横須賀市北部の浜見台地区で12月2日から、市内初のコミュニティーバスが本格運行される。市や事業者らが昨年12月から試行していたが、利用者が多いことから採算性があると判断した。11月27日には、市と事業者であるタクシー会社、住民利用者団体が運行に関する協定書を調印。ようやくの実現に、住民は「公共交通として念願である本格運行ができた。感謝している」と喜んでいる。
浜見台と追浜の「浜」から「ハマちゃんバス」と名付けられたコミュニティーバスは、市内のタクシー会社「日の出タクシー」(同市吉井)が運行する。追浜東団地集会所を起・終点として京急線追浜駅や南共済病院などを回る3系統で、朝から夕方まで1日計12往復する。14人乗りのワゴン車を使い、料金は大人300円、小学生150円。

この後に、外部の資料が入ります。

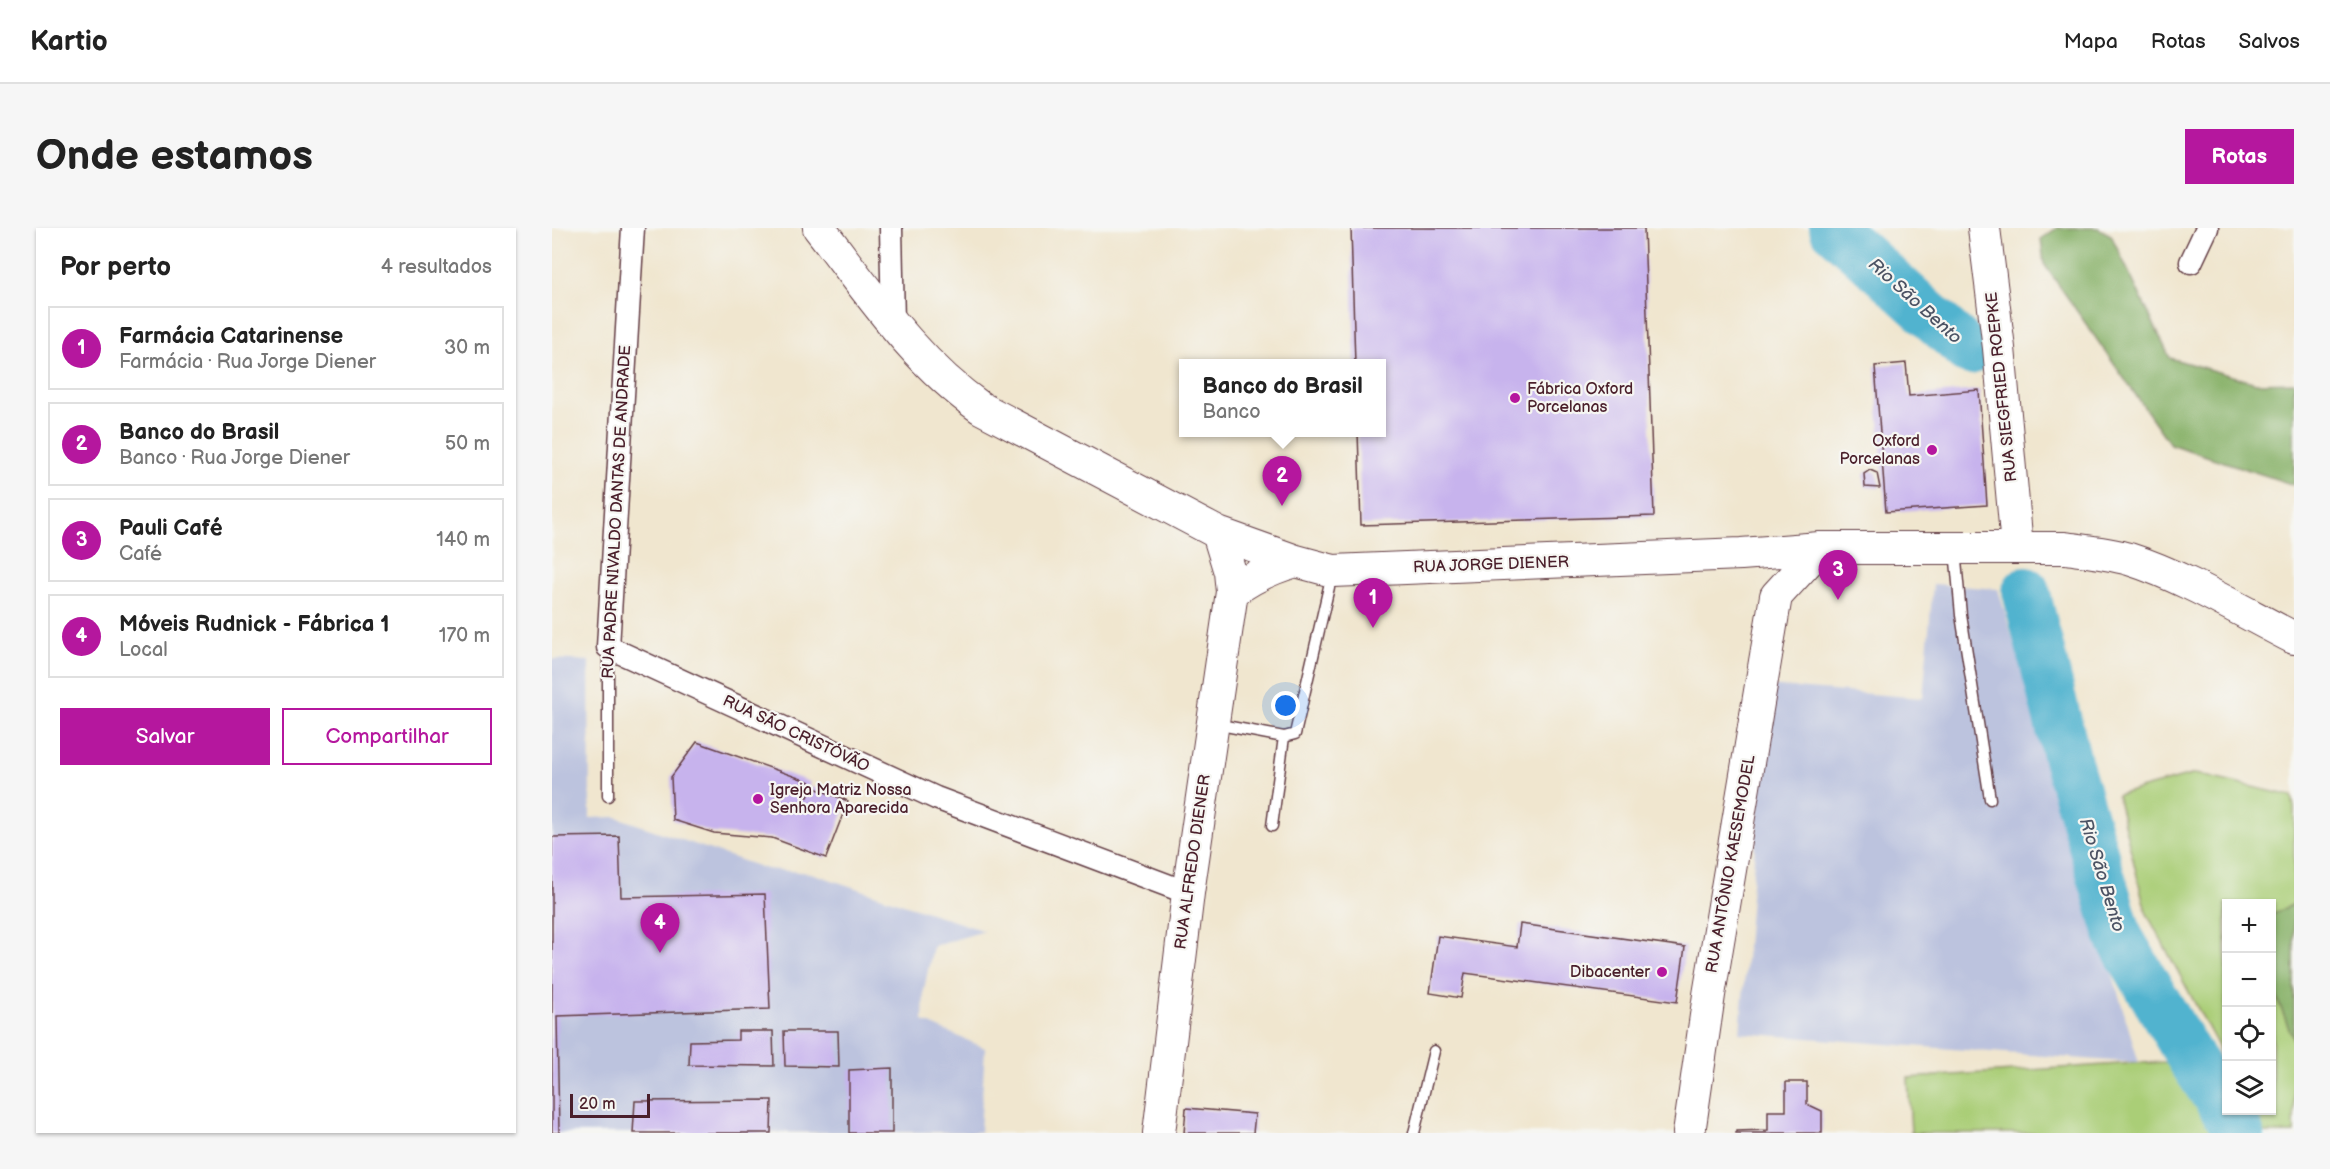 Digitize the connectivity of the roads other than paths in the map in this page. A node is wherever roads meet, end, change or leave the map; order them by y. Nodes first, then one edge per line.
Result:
1 (633, 228) edge
2 (819, 228) edge
3 (891, 228) edge
4 (1984, 228) edge
5 (2207, 228) edge
6 (2191, 262) dead end
7 (893, 323) junction
8 (1218, 533) junction
9 (2017, 547) junction
10 (1820, 548) junction
11 (1955, 549) junction
12 (1741, 554) junction
13 (1296, 561) junction
14 (1333, 571) junction
15 (1232, 592) junction
16 (1776, 596) junction
17 (2294, 638) edge
18 (608, 647) junction
19 (1213, 723) junction
20 (1284, 737) junction
21 (608, 796) dead end
22 (1990, 799) dead end
23 (1272, 826) dead end
24 (1188, 893) junction
25 (1434, 1051) dead end
26 (1159, 1133) edge
27 (1414, 1133) edge
28 (1689, 1133) edge

1 - 18 street, RUA PADRE NIVALDO DANTAS DE ANDRADE
2 - 7 street, RUA JORGE DIENER
3 - 7 street
4 - 9 street, RUA SIEGFRIED ROEPKE
5 - 6 street
7 - 8 street, RUA JORGE DIENER
8 - 13 street, RUA JORGE DIENER
8 - 15 street, RUA ALFREDO DIENER
9 - 11 street, RUA JORGE DIENER
9 - 17 street, RUA JORGE DIENER
10 - 11 street, RUA JORGE DIENER
10 - 12 street, RUA JORGE DIENER
10 - 16 street
11 - 22 lane
12 - 14 street, RUA JORGE DIENER
12 - 16 street
13 - 14 street, RUA JORGE DIENER
13 - 15 street
14 - 20 lane
15 - 19 street, RUA ALFREDO DIENER
16 - 28 street, RUA ANTÔNIO KAESEMODEL
18 - 21 lane, RUA PADRE NIVALDO DANTAS DE ANDRADE
18 - 24 street, RUA SÃO CRISTÓVÃO
19 - 20 lane
19 - 24 street, RUA ALFREDO DIENER
20 - 23 lane
24 - 26 street, RUA ALFREDO DIENER
25 - 27 lane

浜見台地区は高低差が激しく、道も細いため、路線バスが通れなかった。しかし、高齢者も増え、車を持たない住民の足を確保しようと、2012年からNPO法人と周辺自治会などが協力して、ボランティアでバスを走らせてきた。
ただ、あくまでも自主的な無償の取り組みのため、住民のコミュニティーバスの運行への要望は根強かったという。このため市は、18年3月からタクシー会社や住民との協議を本格的に始め、同12月に試験運行をスタートした。
今年10月までの11カ月間の乗車人数は計2万4555人で、1便当たりが9・3人。目標だった6人を超えていることから、事業が成り立つと判断した。市は車両の購入費用の補助やバス停の整備も担った。
協定を結んだのは、市と日の出タクシー、地元住民らでつくる「ハマちゃんバス利用者協議会」の3者。協定書には、事業者の運行に関わることや、協議会が利用促進に向け地域でPRを行うことなど3者の役割と、運行計画の変更・廃止の協議に関することが盛り込まれた。
調印式で上地克明市長は「素晴らしい形ができた。関係者の尽力に敬意を表したい」とあいさつ。日の出タクシーの大塚寿幸社長は「目的は一つ。地域の大切な交通手段を守り、継続的に運行することだ。安全第一に身近で親しみやすい運行をするよう努力する。他地域のモデルケースになれれば」と意欲を口にした。利用者協議会の嶋田晃会長は「利用者もさらなる前進と繁栄を支援するため全力を尽くしたい」と話した。